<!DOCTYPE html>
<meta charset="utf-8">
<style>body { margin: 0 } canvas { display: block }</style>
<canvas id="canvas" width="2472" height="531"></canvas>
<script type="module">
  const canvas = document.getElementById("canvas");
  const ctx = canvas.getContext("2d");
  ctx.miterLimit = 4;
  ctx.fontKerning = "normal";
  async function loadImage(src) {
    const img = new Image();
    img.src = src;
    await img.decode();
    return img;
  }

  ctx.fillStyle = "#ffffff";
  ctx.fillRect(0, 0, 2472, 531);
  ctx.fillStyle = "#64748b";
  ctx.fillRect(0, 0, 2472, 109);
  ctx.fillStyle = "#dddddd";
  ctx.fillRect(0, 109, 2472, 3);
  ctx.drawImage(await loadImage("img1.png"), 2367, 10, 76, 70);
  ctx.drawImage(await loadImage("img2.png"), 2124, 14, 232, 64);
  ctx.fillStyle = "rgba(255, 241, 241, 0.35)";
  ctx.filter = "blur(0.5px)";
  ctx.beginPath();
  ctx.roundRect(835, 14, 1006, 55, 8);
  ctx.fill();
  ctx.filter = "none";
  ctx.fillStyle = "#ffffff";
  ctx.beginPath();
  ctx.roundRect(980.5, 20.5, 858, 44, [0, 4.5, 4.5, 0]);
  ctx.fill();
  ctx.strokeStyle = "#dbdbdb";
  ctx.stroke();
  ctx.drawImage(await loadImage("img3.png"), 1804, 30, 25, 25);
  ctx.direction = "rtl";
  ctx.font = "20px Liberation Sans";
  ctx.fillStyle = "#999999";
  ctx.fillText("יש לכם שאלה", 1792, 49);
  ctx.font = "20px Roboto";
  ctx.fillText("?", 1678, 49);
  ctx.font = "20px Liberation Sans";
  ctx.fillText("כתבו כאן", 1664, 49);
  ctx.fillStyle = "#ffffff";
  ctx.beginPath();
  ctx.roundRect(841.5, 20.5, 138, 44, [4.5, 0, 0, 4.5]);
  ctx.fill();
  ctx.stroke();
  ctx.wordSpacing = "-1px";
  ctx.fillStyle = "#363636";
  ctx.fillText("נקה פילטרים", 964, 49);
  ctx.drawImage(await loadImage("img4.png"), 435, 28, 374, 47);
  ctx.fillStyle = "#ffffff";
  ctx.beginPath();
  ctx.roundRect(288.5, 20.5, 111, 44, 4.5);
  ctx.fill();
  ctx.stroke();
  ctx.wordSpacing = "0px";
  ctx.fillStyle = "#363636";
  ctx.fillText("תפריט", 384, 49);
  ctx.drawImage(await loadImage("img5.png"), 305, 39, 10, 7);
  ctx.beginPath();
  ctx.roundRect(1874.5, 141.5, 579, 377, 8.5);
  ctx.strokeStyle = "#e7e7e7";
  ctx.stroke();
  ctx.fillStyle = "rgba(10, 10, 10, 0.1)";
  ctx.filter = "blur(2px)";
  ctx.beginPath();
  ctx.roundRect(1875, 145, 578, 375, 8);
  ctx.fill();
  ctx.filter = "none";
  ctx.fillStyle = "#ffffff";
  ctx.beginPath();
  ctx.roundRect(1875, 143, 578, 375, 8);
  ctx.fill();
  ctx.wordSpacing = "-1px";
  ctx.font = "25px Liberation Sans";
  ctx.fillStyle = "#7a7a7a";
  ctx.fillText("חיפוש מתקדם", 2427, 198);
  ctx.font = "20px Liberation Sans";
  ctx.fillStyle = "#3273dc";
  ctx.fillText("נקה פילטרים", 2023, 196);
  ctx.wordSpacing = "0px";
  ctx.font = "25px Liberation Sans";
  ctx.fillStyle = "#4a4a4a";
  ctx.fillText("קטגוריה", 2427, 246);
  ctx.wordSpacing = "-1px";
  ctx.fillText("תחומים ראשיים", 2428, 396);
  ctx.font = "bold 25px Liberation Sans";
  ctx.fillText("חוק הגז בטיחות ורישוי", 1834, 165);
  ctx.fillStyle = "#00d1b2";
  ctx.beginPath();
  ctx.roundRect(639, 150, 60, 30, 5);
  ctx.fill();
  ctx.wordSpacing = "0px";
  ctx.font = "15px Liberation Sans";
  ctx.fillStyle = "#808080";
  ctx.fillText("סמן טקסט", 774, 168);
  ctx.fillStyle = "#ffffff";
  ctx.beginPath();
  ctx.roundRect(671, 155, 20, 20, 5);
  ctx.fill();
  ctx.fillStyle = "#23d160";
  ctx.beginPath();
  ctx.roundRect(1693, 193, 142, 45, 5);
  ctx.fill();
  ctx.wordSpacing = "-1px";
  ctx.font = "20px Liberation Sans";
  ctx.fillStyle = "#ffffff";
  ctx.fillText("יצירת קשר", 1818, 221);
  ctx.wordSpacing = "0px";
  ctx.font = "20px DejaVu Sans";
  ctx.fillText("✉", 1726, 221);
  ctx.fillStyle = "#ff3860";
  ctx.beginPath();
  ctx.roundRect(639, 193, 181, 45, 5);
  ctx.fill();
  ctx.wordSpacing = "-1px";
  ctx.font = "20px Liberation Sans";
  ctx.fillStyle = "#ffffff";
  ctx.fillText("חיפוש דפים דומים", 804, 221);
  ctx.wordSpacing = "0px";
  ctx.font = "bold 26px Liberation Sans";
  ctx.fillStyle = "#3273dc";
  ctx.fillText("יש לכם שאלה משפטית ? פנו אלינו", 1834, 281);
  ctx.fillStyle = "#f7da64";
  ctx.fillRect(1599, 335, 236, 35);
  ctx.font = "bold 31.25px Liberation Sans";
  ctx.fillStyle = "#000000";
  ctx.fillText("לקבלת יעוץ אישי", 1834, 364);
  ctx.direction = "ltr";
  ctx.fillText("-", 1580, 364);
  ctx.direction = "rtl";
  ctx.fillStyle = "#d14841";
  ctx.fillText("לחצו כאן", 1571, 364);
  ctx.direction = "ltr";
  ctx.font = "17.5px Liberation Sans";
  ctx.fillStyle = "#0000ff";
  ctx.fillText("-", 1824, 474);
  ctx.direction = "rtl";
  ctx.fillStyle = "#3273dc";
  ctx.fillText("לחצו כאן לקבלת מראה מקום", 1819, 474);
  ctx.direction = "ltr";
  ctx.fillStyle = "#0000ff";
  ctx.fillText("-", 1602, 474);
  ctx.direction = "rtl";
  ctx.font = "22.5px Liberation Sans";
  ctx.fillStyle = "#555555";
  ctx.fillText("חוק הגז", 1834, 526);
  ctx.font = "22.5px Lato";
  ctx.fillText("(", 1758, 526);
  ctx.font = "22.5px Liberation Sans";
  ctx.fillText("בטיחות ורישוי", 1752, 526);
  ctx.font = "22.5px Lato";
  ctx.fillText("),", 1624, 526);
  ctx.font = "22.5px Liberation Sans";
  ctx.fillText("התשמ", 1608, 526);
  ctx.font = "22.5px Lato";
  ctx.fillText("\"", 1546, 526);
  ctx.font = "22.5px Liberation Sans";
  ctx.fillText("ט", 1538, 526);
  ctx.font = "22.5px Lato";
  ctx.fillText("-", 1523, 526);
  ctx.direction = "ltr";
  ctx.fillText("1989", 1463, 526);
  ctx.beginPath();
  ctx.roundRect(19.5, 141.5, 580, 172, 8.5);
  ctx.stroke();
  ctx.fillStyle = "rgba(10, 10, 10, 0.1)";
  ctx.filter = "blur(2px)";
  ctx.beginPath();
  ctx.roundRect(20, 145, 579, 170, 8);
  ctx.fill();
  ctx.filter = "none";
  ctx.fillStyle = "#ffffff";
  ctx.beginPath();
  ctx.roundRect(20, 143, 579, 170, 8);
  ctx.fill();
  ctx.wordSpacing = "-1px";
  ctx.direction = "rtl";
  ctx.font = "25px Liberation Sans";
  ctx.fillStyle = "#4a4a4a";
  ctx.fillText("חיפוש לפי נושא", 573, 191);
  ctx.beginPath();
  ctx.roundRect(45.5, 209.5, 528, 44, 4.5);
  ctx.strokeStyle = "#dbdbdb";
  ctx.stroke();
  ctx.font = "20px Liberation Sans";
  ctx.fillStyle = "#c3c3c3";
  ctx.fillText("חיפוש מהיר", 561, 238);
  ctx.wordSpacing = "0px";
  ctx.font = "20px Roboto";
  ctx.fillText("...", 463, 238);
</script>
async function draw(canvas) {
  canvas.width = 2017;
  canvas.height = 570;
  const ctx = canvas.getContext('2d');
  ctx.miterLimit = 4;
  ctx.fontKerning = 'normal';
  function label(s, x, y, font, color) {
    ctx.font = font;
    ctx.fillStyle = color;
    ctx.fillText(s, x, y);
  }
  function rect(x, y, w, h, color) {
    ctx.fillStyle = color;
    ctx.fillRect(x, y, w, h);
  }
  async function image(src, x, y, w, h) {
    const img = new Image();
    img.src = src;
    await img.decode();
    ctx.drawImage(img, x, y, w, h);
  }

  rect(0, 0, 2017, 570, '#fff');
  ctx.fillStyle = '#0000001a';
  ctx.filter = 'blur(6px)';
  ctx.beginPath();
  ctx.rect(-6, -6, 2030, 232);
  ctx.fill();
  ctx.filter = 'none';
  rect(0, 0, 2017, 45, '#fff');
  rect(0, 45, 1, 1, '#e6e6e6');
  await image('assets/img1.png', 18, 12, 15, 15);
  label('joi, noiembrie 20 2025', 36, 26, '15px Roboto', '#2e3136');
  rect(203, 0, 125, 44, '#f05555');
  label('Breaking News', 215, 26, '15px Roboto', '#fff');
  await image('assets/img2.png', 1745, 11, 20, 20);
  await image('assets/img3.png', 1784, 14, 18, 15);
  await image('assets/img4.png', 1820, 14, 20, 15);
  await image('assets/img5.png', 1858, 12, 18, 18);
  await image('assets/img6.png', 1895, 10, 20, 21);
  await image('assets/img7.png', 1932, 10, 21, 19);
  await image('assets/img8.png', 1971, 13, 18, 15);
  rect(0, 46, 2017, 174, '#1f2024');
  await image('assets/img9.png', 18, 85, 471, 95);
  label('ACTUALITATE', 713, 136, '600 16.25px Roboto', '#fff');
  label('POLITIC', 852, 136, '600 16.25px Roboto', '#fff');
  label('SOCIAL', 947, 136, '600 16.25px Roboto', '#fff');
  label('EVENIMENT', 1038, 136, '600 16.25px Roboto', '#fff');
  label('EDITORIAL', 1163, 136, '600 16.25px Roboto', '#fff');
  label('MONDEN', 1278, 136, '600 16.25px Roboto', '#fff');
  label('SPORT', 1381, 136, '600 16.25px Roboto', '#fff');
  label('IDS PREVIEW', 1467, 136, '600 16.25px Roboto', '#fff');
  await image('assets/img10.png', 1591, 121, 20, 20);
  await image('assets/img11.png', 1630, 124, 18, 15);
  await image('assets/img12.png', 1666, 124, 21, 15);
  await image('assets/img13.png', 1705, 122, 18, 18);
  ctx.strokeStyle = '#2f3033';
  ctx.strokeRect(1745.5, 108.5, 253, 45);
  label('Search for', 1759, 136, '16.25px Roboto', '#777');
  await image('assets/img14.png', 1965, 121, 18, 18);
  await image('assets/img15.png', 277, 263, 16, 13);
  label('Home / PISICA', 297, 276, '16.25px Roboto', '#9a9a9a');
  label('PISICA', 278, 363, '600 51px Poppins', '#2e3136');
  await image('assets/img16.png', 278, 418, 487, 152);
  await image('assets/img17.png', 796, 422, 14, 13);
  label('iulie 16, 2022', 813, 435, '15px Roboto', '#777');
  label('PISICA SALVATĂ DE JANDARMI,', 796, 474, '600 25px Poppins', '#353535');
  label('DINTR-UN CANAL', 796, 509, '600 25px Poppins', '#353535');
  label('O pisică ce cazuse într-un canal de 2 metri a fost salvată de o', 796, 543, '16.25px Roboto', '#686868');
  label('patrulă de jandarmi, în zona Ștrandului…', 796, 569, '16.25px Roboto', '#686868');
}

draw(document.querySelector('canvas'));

▶ _PROBLEM TO WORK ON_: Every line in the records above that holds "drawImage" counts once; state the total and nothing else.

▶ _PROBLEM SOLUTION_: 6